Pill Instead of a Needle May Soon Be Option for RA
Studies Show a New Kind of Drug Works at Least as Well as a Current RA Biologic and Is Effective as a Stand-Alone Treatment
From Lab to Pharmacy
In May, a panel of advisors voted that despite the risks, the FDA should approve the drug. The agency was set to make its decision on the drug this month. But last week, the drug's manufacturer, Pfizer, announced that regulators had asked for more information and said they expected that the FDA's decision to be delayed.
Pfizer has not revealed how it will price the drug if approved, but it is expected to be expensive. The company said in a statement that it is committed to helping patients get access to the medication should it become commercially available.
If approved, tofacitinib is expected to be a blockbuster, generating sales of more than $1 billion a year, according to EvaluatePharma.
How much money it makes will depend on how doctors use it. Much of that will ride on the labeling the FDA might require. The agency could say that it should only be used in combination with methotrexate, for example. Or it could say that it should only be prescribed after other medications have failed.

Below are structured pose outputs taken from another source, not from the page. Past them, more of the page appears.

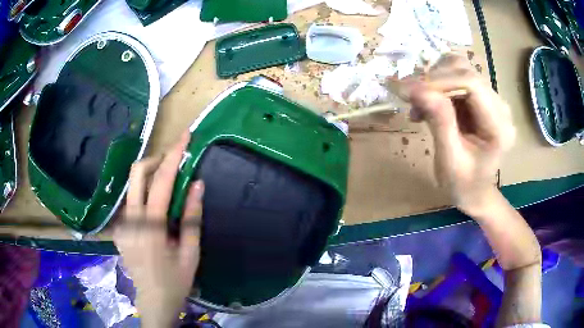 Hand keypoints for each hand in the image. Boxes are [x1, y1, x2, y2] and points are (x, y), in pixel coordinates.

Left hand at [113, 131, 203, 327]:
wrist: (153, 300)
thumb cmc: (176, 280)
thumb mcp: (191, 252)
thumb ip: (192, 217)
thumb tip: (198, 184)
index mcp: (151, 227)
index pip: (161, 182)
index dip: (174, 155)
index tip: (185, 136)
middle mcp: (130, 220)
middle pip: (137, 174)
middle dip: (156, 160)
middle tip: (173, 162)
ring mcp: (121, 224)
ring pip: (131, 186)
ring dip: (149, 176)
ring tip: (166, 183)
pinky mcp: (118, 229)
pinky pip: (130, 201)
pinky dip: (143, 194)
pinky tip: (154, 207)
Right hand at [407, 54, 515, 215]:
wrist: (474, 191)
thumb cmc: (463, 184)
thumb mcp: (449, 161)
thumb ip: (440, 123)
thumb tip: (417, 89)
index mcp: (499, 126)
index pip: (472, 84)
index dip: (439, 81)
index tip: (408, 90)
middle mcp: (500, 106)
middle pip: (465, 71)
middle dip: (433, 80)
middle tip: (408, 97)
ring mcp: (492, 99)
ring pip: (459, 69)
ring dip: (434, 81)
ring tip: (418, 104)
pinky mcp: (481, 98)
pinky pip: (456, 78)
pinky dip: (437, 86)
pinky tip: (427, 105) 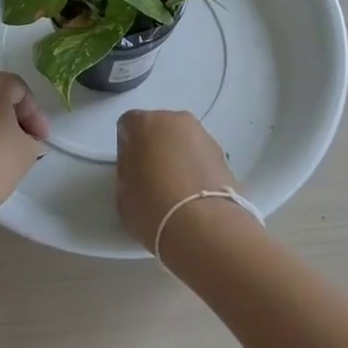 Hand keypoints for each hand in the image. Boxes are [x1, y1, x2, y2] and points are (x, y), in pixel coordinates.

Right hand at [115, 109, 245, 251]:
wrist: (204, 227)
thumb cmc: (153, 207)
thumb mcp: (123, 192)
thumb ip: (127, 171)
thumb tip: (137, 167)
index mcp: (144, 123)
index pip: (128, 125)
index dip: (126, 147)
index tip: (130, 170)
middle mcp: (175, 120)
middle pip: (159, 129)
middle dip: (155, 148)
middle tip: (152, 179)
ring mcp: (203, 135)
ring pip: (183, 142)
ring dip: (178, 158)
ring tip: (177, 191)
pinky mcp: (224, 155)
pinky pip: (201, 158)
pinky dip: (197, 170)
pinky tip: (194, 197) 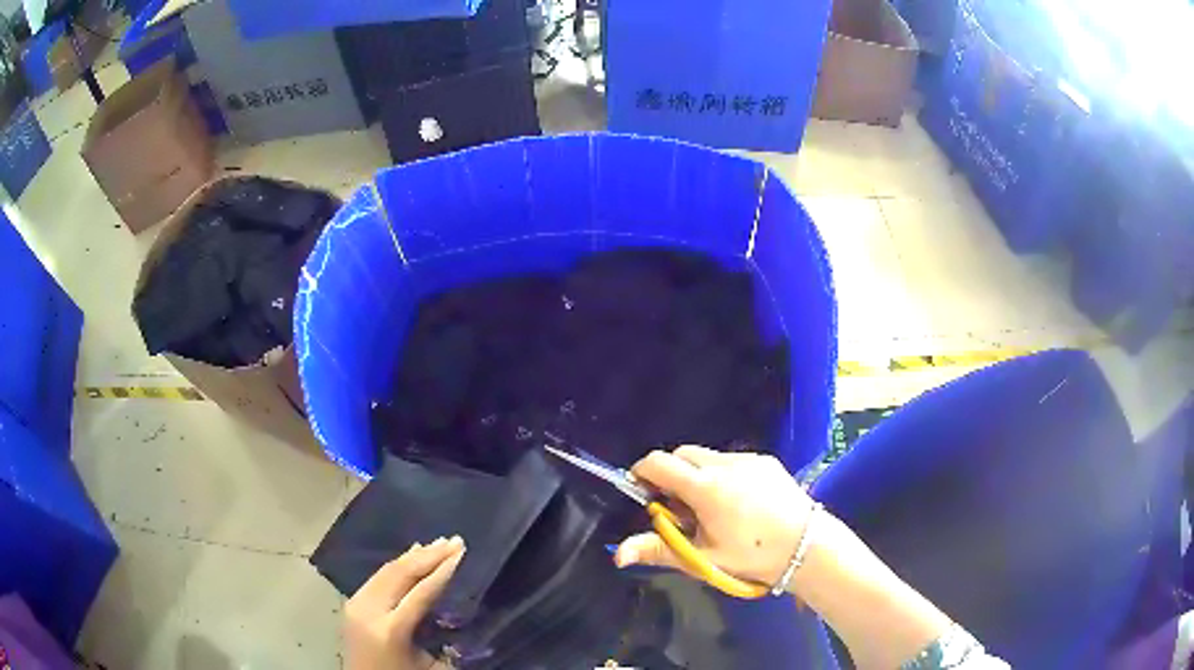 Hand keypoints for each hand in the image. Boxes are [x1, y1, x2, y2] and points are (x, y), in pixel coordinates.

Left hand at [345, 536, 465, 669]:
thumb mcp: (431, 663)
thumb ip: (442, 635)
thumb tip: (458, 604)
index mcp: (392, 630)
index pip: (421, 592)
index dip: (442, 571)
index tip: (461, 553)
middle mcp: (370, 610)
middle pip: (401, 574)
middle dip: (430, 556)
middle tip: (454, 541)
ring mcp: (356, 604)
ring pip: (388, 570)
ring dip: (414, 556)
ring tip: (439, 543)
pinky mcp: (352, 602)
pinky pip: (377, 576)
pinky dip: (398, 564)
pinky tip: (412, 553)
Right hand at [615, 447, 814, 585]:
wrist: (806, 546)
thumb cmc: (750, 556)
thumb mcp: (703, 558)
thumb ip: (659, 550)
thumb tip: (618, 554)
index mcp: (704, 487)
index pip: (658, 462)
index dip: (642, 473)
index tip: (642, 493)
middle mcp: (723, 464)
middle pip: (682, 454)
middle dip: (671, 473)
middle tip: (678, 506)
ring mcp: (748, 459)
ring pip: (708, 456)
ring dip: (697, 473)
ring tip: (711, 507)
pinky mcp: (767, 461)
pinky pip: (733, 461)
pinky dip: (723, 474)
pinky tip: (739, 502) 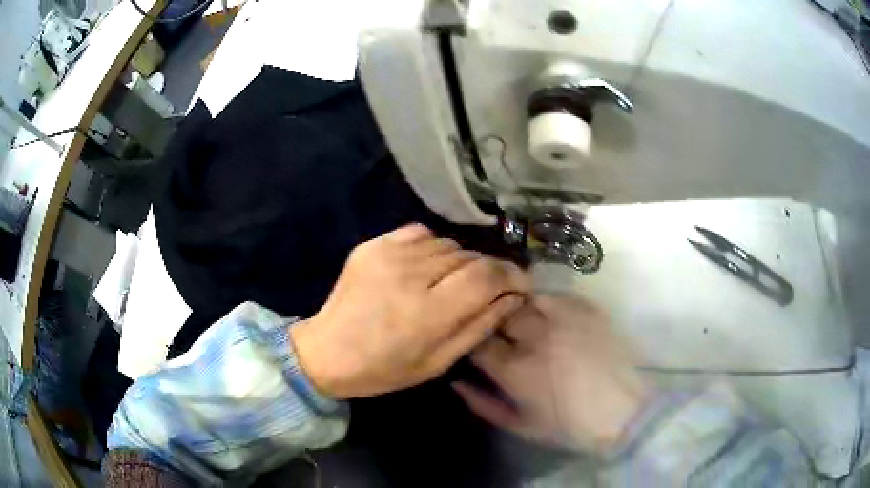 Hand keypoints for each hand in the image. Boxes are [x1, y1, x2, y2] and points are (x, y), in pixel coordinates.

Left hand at [290, 224, 530, 398]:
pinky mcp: (373, 244)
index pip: (487, 276)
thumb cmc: (384, 368)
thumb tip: (513, 298)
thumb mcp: (439, 362)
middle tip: (484, 292)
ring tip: (448, 284)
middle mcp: (411, 274)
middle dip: (487, 272)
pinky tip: (425, 269)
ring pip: (448, 245)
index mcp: (428, 312)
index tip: (521, 284)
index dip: (512, 276)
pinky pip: (421, 233)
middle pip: (470, 256)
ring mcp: (388, 253)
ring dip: (459, 263)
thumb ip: (479, 326)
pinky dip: (433, 248)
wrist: (326, 351)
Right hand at [453, 295, 649, 453]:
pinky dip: (544, 301)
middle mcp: (534, 337)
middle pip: (499, 312)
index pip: (478, 341)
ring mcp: (563, 318)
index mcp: (514, 369)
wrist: (624, 411)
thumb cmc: (569, 426)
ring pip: (524, 297)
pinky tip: (547, 312)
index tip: (474, 343)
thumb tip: (457, 382)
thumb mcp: (520, 426)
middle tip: (496, 328)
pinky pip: (555, 294)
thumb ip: (483, 404)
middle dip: (492, 318)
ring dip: (516, 305)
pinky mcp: (586, 310)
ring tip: (519, 316)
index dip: (471, 339) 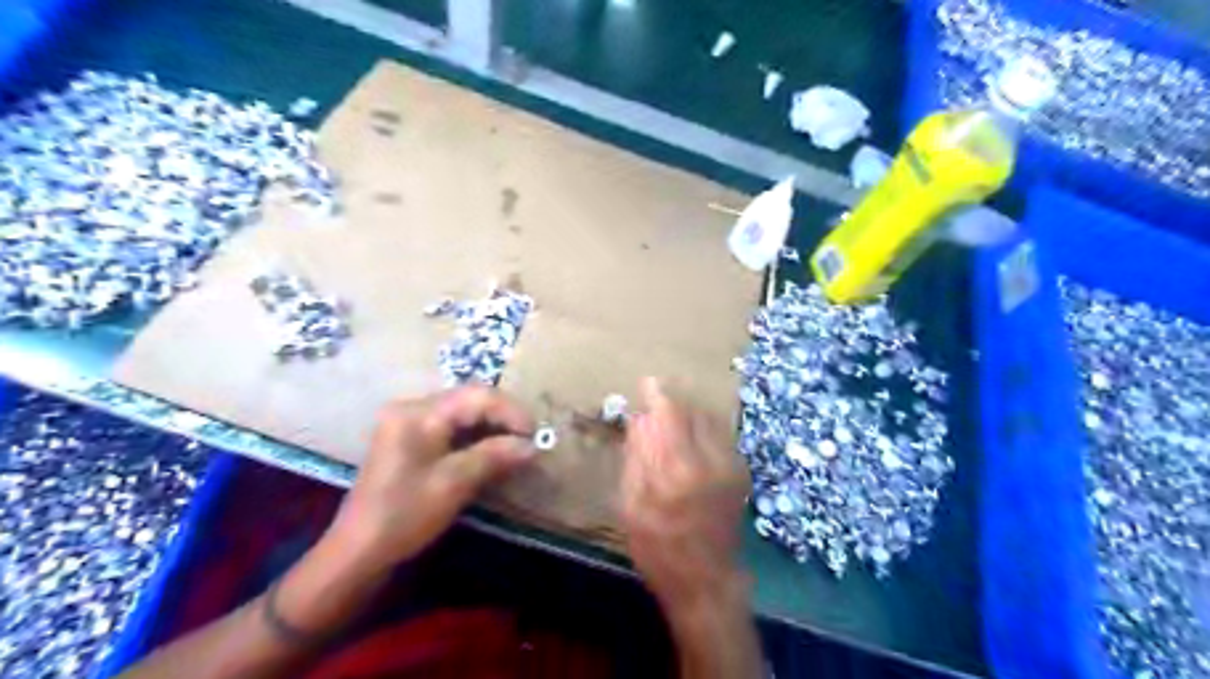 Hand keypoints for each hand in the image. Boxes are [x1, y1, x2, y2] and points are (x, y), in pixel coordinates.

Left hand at [325, 385, 534, 570]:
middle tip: (529, 441)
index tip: (535, 435)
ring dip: (492, 428)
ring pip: (463, 414)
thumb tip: (533, 445)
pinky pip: (452, 428)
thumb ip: (495, 456)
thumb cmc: (404, 515)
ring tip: (517, 446)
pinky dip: (476, 438)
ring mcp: (409, 423)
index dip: (511, 411)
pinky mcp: (411, 440)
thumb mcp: (454, 484)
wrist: (358, 552)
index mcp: (419, 413)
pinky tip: (493, 453)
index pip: (476, 396)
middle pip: (470, 400)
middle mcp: (413, 409)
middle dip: (504, 418)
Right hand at [619, 376, 752, 615]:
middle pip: (693, 410)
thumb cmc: (658, 548)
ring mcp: (731, 465)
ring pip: (710, 418)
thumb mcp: (632, 505)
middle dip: (673, 401)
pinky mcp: (741, 471)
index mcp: (679, 470)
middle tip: (655, 404)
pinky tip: (690, 438)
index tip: (646, 383)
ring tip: (671, 419)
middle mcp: (711, 460)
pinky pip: (721, 434)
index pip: (671, 414)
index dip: (658, 393)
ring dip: (690, 412)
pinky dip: (703, 427)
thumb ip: (637, 457)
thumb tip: (639, 419)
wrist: (706, 580) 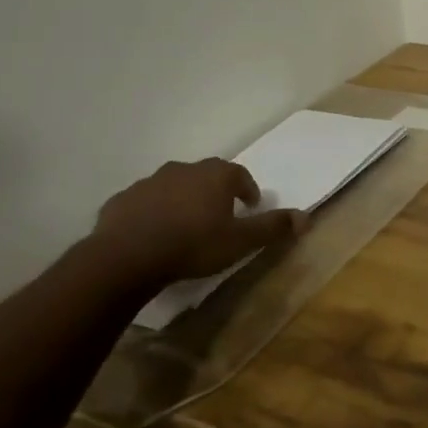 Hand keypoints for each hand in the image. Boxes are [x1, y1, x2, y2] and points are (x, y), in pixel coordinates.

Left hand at [91, 159, 306, 284]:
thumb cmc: (194, 245)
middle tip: (219, 215)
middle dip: (214, 192)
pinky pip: (144, 203)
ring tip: (185, 226)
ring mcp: (149, 182)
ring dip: (182, 200)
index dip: (247, 189)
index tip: (249, 207)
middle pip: (205, 176)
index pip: (239, 174)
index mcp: (215, 175)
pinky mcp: (122, 200)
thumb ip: (273, 227)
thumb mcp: (241, 241)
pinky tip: (152, 234)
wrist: (126, 257)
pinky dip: (152, 212)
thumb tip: (305, 217)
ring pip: (173, 186)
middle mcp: (183, 169) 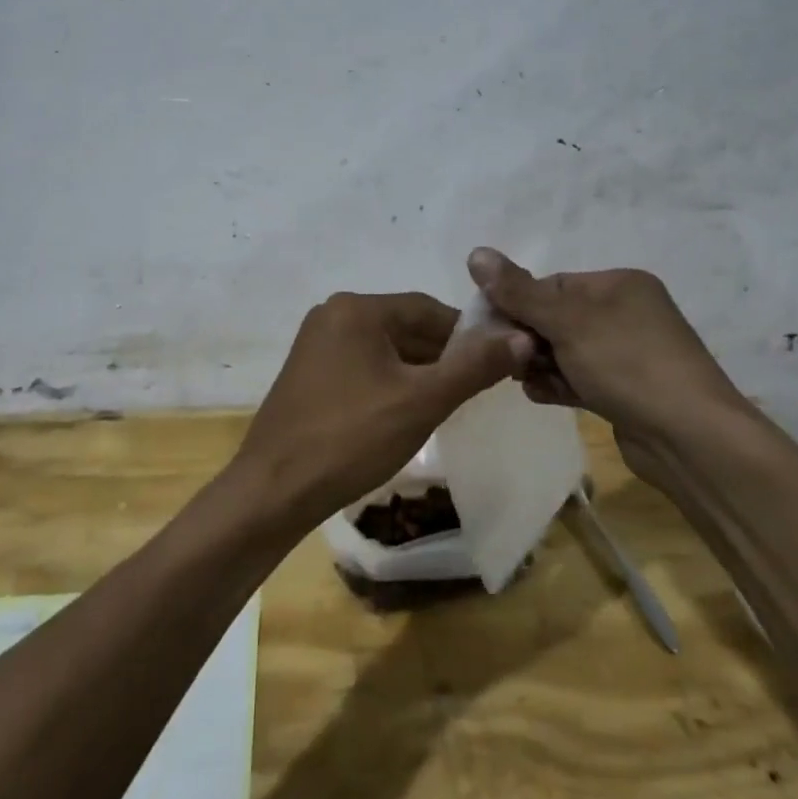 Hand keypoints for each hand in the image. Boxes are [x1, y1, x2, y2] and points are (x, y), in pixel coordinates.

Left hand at [230, 292, 531, 531]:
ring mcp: (316, 345)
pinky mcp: (309, 374)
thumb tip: (523, 337)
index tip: (497, 364)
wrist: (274, 490)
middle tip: (476, 391)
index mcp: (356, 308)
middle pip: (405, 327)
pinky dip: (390, 383)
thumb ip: (474, 366)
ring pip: (385, 349)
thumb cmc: (351, 438)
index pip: (428, 309)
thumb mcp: (422, 401)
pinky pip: (363, 366)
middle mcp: (332, 315)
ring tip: (447, 405)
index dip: (468, 335)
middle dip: (443, 356)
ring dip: (418, 372)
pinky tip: (406, 413)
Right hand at [466, 247, 746, 444]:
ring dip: (539, 364)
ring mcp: (628, 354)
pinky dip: (559, 384)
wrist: (690, 439)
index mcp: (618, 284)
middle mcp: (625, 313)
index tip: (491, 329)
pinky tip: (542, 396)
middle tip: (509, 360)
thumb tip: (475, 252)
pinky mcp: (626, 391)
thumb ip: (517, 290)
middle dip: (527, 338)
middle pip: (555, 318)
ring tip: (526, 380)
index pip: (551, 284)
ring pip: (565, 351)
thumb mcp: (566, 321)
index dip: (517, 304)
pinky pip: (580, 378)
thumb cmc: (627, 364) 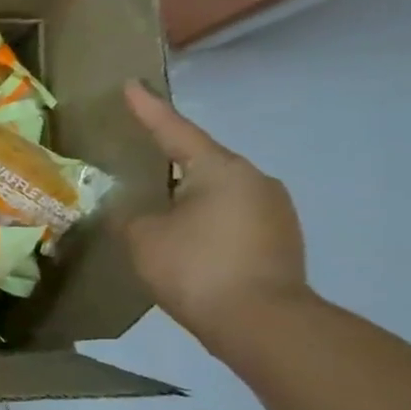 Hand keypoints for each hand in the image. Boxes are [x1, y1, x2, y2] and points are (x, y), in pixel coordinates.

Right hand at [122, 81, 309, 348]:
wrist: (263, 324)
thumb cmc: (196, 268)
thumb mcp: (143, 238)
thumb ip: (130, 216)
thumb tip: (134, 211)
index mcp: (220, 169)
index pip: (175, 131)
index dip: (148, 110)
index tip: (131, 85)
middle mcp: (254, 180)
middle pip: (201, 163)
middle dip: (169, 166)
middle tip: (138, 168)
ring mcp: (274, 211)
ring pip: (217, 193)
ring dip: (188, 199)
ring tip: (158, 216)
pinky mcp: (280, 240)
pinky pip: (231, 218)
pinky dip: (205, 223)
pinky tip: (186, 244) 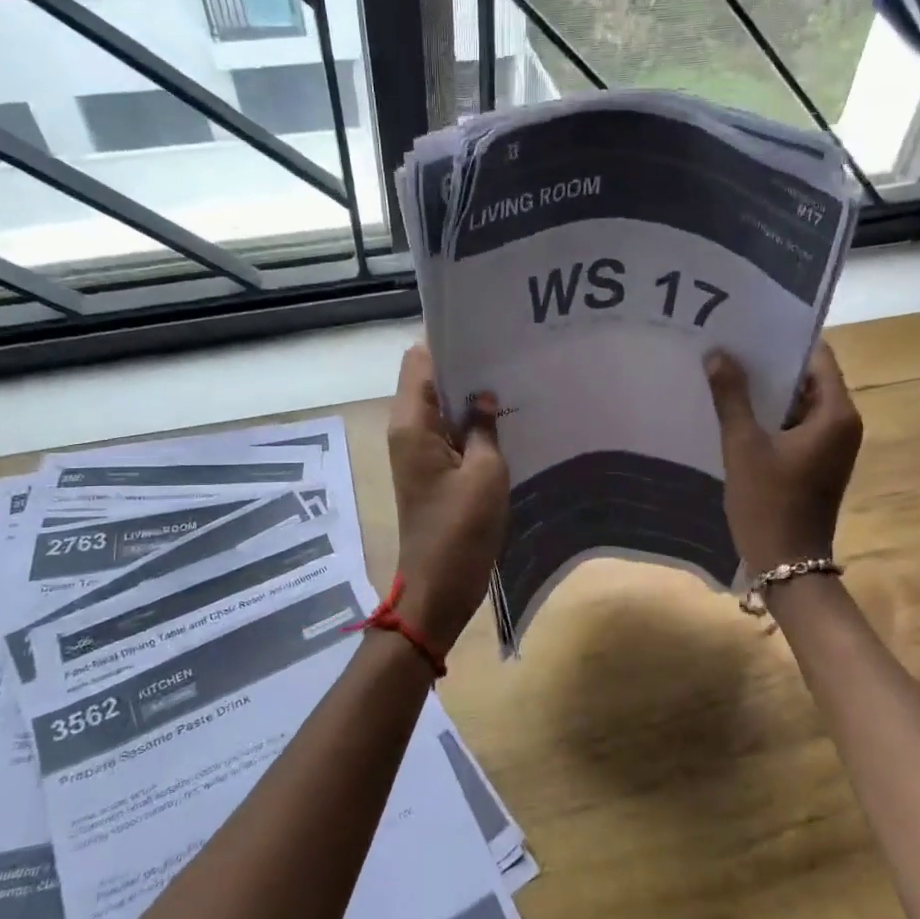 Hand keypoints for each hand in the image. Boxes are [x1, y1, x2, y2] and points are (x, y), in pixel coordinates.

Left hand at [386, 345, 509, 651]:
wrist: (439, 587)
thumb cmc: (461, 530)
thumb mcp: (486, 473)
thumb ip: (484, 426)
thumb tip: (484, 395)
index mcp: (412, 424)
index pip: (420, 360)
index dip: (448, 341)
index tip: (485, 330)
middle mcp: (407, 431)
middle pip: (429, 380)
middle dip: (464, 365)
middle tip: (509, 353)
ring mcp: (418, 452)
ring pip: (440, 406)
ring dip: (469, 395)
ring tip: (511, 380)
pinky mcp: (431, 471)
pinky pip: (448, 432)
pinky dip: (469, 422)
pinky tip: (504, 419)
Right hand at [705, 341, 863, 574]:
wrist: (787, 565)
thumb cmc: (768, 503)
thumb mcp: (743, 446)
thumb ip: (731, 397)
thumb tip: (718, 353)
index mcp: (836, 414)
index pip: (817, 357)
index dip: (784, 339)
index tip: (749, 326)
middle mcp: (842, 423)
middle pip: (808, 378)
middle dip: (770, 364)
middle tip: (729, 346)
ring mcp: (831, 445)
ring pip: (799, 403)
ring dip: (767, 391)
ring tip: (726, 372)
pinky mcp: (817, 462)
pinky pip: (795, 425)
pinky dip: (770, 416)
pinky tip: (735, 410) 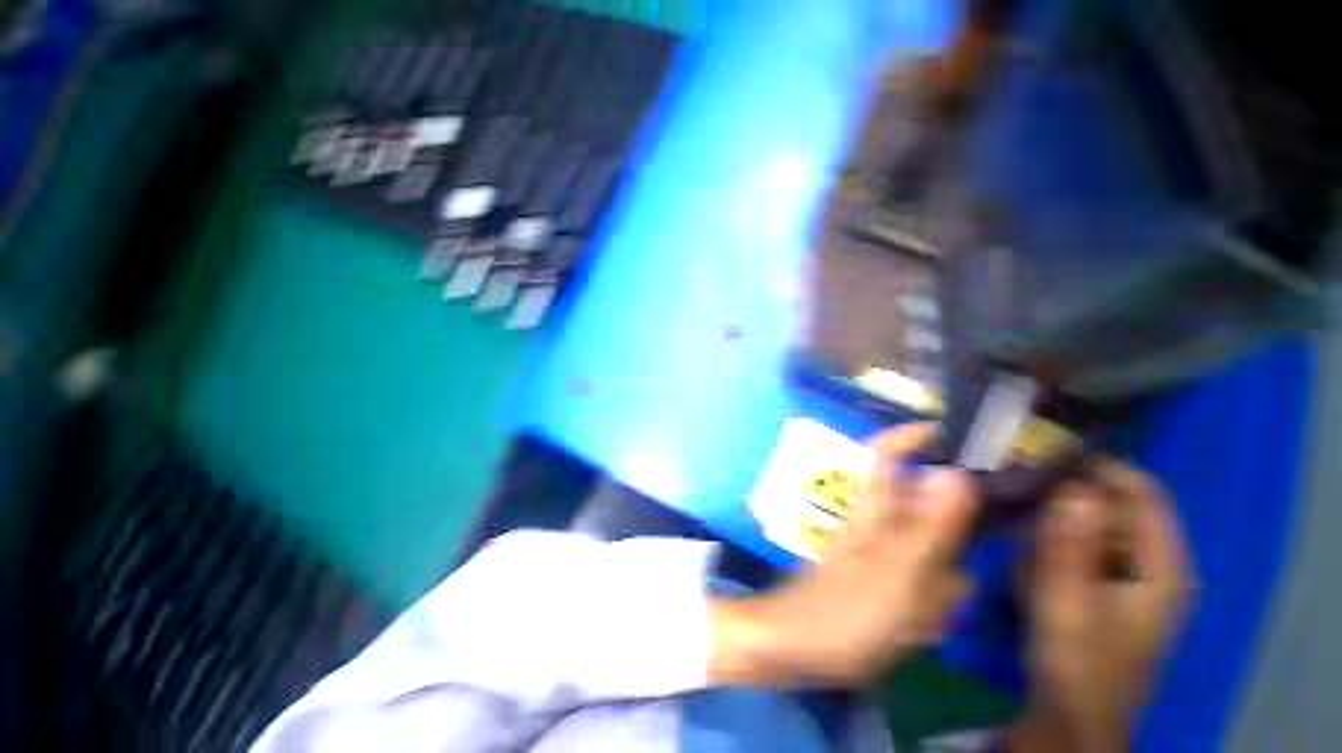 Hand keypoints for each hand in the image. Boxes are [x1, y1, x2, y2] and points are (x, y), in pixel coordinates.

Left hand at [710, 424, 979, 686]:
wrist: (796, 645)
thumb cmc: (845, 609)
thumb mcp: (898, 570)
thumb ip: (931, 526)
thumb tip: (956, 475)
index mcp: (874, 511)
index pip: (885, 457)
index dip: (909, 438)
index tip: (945, 434)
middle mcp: (873, 525)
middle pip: (923, 516)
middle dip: (946, 548)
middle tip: (946, 590)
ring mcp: (873, 554)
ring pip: (925, 557)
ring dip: (936, 589)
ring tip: (923, 621)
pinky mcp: (874, 582)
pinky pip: (915, 587)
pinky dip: (923, 610)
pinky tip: (914, 633)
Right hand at [1011, 461, 1195, 752]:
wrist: (1071, 712)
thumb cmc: (1078, 659)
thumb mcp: (1068, 601)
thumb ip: (1069, 544)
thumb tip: (1072, 486)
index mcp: (1161, 566)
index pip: (1142, 493)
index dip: (1100, 468)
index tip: (1046, 452)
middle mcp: (1150, 563)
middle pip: (1113, 506)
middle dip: (1065, 491)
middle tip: (1015, 479)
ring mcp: (1125, 576)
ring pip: (1090, 524)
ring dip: (1052, 515)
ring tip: (1011, 511)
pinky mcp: (1102, 586)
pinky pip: (1076, 546)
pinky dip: (1049, 539)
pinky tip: (1021, 548)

"Will I use it in every patient? Probably not because I will still start with methotrexate," says researcher Roy Fleischmann, MD, a rheumatologist with the Metroplex Clinical Research Center in Dallas.
Fleischmann says it makes sense to start with methotrexate because it's a much less expensive drug. But he says for the roughly two-thirds of RA patients who don't respond to methotrexate or can't tolerate it because of side effects like mouth sores and hair loss, "I wouldn't hesitate to use this" as a stand-alone medication before trying a biologic.
Fleischmann has accepted grants and consulting fees from Pfizer. He was paid by the company to conduct the studies.
But other experts think that how the drug should be used is still an open question.
"Will this drug get added to methotrexate? Will [it be a] substitute for methotrexate? Will it be used before a biologic or after a biologic failure? That will depend on experience, on talking to other doctors, on seeing what the insurance companies allow us to do," says Richard Furie, MD, a rheumatologist who is chief of the division of rheumatology at North Shore Long Island Jewish Health System in New York.
Other experts agree.
"While this is a pretty exciting drug because this is a new biologic pathway -- it's not just a 'me too' drug -- it does have issues with respect to, frankly, our total lack of understanding about who might be best suited to take it," Curtis says.